‘With whose money?’ She was aggressive. I said she knew perfectly well with whose money. A bit of our own and a great deal of her father’s. Surely it was tacitly understood that when we were ready, he’d help us to buy. She said buying our flat wouldn’t solve anything. The flat was awful, but it wasn’t that that was getting her down. I said I didn’t know what else to suggest, it seemed to be me making all the suggestions and then her promptly telling me I was stupid every time I opened my mouth. I couldn’t understand why we couldn’t be happy.
‘Don’t suggest anything,’ she said. ‘And above all, stop buying me flowers as if I were dying or something.’
Carrying the Gloomy Can
My mother came over. I think for my birthday. Mother is a great celebrator of birthdays, even when everybody else has forgotten them. She even remembers Hilary’s. It’s a ritual for her, a slavery almost, like the moral code she blindly follows, the tithe of her income in the collection plate, the sense of duty toward Grandfather, the not marrying a man because he’d got divorced a decade before.
She remembered my birthday and brought the traditional, home-baked, lemon-iced birthday cake, arriving at the door after two long bus rides all bright and chirrupy, because of course Mother is never more cheerful than when she knows she’s fulfilling some family duty. I thanked her and kissed her. I was even glad she’d come as I felt it might take some of the tension out of the air. But hardly have we sat down to eat our cake than Shirley is asking: ‘Saved any souls lately, Mrs Crawley?’
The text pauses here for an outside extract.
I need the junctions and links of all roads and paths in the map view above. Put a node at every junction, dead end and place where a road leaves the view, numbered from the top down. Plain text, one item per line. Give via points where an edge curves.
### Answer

It was deliberately hurtful. She had the innocent smile on her face she always combines with her worst sarcasm. My Mother very simply said: ‘It’s not me saves souls, lovey, it’s God,’ and she began to tell us all about Peggy’s darling little boy Frederick. He was so big and blond, he had all his milk teeth already, he was such a gorgeous cuddly little boy. Her big clumsy hands massacred the cake with the flat’s blunt breadknife. ‘For you, George?’
Shirley asked: ‘‘I imagine Peg’s planning another one now?’
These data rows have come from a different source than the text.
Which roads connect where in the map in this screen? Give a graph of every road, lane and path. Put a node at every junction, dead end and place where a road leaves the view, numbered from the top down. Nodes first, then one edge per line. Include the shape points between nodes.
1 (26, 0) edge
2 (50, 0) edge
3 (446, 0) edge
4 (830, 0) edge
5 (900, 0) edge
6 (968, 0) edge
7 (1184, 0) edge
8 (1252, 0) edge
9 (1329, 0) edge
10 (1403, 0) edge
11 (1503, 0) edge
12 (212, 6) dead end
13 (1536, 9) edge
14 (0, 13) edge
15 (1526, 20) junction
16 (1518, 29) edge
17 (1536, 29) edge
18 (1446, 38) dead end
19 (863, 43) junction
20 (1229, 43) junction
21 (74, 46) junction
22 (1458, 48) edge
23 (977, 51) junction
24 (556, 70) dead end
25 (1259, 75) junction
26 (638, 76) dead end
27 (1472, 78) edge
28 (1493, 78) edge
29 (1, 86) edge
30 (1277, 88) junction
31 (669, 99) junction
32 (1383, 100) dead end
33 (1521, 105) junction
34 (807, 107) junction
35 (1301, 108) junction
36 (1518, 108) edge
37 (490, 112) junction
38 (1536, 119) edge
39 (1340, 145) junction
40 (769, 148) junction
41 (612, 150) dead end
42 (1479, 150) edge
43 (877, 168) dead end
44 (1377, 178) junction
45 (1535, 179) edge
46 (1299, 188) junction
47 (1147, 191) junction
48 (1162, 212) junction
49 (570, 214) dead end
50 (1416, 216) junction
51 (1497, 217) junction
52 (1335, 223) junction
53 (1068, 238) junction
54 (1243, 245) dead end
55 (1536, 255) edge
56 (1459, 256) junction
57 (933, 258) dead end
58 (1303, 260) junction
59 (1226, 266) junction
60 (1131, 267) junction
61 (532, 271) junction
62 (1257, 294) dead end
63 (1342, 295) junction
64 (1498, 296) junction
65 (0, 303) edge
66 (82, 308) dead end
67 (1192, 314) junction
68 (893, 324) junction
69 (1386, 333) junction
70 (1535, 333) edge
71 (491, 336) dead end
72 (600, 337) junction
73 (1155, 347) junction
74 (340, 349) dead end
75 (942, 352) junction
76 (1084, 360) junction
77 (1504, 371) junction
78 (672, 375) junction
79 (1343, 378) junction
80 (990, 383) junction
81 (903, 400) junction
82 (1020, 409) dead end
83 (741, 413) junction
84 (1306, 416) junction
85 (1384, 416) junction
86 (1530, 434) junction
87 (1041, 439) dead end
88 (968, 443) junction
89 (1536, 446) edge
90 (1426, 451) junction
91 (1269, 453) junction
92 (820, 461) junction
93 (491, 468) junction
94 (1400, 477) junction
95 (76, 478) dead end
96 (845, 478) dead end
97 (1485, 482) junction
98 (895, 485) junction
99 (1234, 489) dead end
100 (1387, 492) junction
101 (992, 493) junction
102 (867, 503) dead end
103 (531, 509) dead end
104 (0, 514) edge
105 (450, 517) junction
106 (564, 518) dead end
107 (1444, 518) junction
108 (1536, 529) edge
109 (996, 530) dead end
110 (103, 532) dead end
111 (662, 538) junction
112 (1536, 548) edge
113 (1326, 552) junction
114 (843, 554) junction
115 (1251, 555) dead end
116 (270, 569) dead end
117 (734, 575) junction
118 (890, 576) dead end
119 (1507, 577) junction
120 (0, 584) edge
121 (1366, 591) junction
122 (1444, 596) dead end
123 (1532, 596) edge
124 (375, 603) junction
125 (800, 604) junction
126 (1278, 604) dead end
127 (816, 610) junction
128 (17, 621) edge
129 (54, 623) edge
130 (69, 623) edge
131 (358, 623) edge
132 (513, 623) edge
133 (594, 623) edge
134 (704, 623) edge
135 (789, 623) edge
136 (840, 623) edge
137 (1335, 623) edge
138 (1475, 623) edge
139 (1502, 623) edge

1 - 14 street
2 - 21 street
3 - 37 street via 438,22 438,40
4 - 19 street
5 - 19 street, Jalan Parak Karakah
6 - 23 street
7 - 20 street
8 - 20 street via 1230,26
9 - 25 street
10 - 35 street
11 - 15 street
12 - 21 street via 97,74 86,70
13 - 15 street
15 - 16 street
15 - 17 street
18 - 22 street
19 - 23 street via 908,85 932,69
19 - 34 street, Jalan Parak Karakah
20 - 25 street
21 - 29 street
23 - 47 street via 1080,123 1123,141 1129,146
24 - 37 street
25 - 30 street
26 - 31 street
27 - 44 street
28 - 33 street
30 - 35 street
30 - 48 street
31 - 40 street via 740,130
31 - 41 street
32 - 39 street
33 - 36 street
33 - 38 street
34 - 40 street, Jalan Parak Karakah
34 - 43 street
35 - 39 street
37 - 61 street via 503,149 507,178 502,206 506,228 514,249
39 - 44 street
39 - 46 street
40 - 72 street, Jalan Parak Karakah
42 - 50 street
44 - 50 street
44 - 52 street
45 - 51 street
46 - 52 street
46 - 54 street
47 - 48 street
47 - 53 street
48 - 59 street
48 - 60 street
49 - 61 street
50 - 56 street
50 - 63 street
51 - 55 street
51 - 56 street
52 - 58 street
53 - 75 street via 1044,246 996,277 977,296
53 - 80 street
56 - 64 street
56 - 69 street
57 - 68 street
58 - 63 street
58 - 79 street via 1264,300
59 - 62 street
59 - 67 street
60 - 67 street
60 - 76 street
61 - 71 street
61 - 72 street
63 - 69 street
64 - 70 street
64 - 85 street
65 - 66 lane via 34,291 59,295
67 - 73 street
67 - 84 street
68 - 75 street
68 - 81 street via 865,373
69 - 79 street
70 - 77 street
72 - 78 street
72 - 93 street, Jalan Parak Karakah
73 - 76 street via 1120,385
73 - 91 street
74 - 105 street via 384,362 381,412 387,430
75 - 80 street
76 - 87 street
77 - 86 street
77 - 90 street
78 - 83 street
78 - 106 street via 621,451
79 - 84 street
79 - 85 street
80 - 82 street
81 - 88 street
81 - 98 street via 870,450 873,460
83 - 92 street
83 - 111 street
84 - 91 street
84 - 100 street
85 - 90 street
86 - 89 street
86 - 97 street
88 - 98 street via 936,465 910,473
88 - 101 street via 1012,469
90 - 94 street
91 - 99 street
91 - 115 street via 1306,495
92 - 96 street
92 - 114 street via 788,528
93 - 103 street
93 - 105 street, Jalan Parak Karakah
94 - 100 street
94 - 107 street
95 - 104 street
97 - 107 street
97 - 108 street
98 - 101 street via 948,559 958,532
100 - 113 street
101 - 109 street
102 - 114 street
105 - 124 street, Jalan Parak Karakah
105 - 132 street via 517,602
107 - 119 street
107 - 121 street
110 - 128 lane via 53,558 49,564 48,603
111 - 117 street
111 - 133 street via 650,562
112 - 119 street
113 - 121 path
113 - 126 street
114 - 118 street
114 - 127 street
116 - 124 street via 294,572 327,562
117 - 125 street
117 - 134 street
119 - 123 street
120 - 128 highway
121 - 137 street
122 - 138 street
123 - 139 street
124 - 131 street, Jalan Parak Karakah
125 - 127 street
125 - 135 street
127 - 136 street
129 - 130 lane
Naturally, given the still dubious paternity of the first, this had Mother knitting her brow. But she managed a forgiving laugh: ‘Oh, I wouldn’t know, Peggy never tells me anything.’
‘Vetting possible fathers, perhaps,’ Shirley suggested. ‘She’s into Buddhism these days, isn’t she? Perhaps we’ll have a Chinese in the family.’
When we were on our own a moment in the kitchen I asked her what the hell she thought she was up to. Why couldn’t we just have a pleasant meal together?
‘I hate,’ she said, ‘the way you’re such a goody goody when your mother comes, the way she thinks the sun shines out of your backside. If she knew what you were really like.’
‘And what am I like?’ I asked.
‘You hardly need me to tell you that,’ she said.
‘You were the one, sweetheart,’ I told her, ‘said you wouldn’t mind her coming to live here with us.’
‘Precisely because,’ she replied, ‘she might finally be forced to see the light. We might clear the air.’
‘I swear in front of her,’ I said, ‘I don’t try to hide anything.’
At which, and I’m afraid this is very effective, she simply burst out laughing and walked back into the living room.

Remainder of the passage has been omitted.